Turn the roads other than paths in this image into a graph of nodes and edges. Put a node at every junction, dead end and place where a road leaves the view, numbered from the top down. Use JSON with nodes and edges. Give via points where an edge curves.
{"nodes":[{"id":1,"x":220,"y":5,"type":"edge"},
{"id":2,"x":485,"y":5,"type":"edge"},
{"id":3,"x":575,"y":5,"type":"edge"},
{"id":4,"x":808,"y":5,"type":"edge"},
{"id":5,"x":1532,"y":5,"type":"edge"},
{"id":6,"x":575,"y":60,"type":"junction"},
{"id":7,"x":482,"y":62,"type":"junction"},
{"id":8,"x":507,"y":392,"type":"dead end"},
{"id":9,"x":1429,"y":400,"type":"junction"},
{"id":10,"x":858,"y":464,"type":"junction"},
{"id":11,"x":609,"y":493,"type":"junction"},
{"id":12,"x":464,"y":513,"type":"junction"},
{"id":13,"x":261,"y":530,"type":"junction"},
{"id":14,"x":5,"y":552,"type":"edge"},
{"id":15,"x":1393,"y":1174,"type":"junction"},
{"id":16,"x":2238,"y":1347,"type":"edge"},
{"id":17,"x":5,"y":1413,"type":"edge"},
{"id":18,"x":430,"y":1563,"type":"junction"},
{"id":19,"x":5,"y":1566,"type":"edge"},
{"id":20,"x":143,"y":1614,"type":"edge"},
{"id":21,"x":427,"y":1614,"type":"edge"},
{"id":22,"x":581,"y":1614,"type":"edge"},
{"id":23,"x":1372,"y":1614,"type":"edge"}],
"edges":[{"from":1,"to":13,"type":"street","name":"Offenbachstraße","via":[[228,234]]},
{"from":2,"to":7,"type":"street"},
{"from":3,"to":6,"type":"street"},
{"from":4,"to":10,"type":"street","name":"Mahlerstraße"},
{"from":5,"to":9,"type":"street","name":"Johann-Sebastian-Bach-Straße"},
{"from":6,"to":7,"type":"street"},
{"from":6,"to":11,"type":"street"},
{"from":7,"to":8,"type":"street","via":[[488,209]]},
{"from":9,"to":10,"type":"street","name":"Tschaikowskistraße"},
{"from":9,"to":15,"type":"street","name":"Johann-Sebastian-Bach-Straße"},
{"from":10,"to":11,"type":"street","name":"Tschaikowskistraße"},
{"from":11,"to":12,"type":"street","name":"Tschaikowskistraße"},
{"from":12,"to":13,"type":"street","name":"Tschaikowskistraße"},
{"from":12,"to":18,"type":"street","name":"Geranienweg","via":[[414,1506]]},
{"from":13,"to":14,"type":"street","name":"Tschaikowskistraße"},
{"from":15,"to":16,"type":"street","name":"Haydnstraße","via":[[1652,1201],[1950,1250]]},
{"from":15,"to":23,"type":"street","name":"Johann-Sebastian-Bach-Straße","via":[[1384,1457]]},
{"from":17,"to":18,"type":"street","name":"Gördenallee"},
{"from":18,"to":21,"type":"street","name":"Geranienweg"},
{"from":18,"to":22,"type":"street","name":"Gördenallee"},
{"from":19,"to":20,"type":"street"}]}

### WHAT YOU SHOULD DO:
Count every line of the material that holds "dead". Reply with the number alone.

### ANSWER BELOW:
2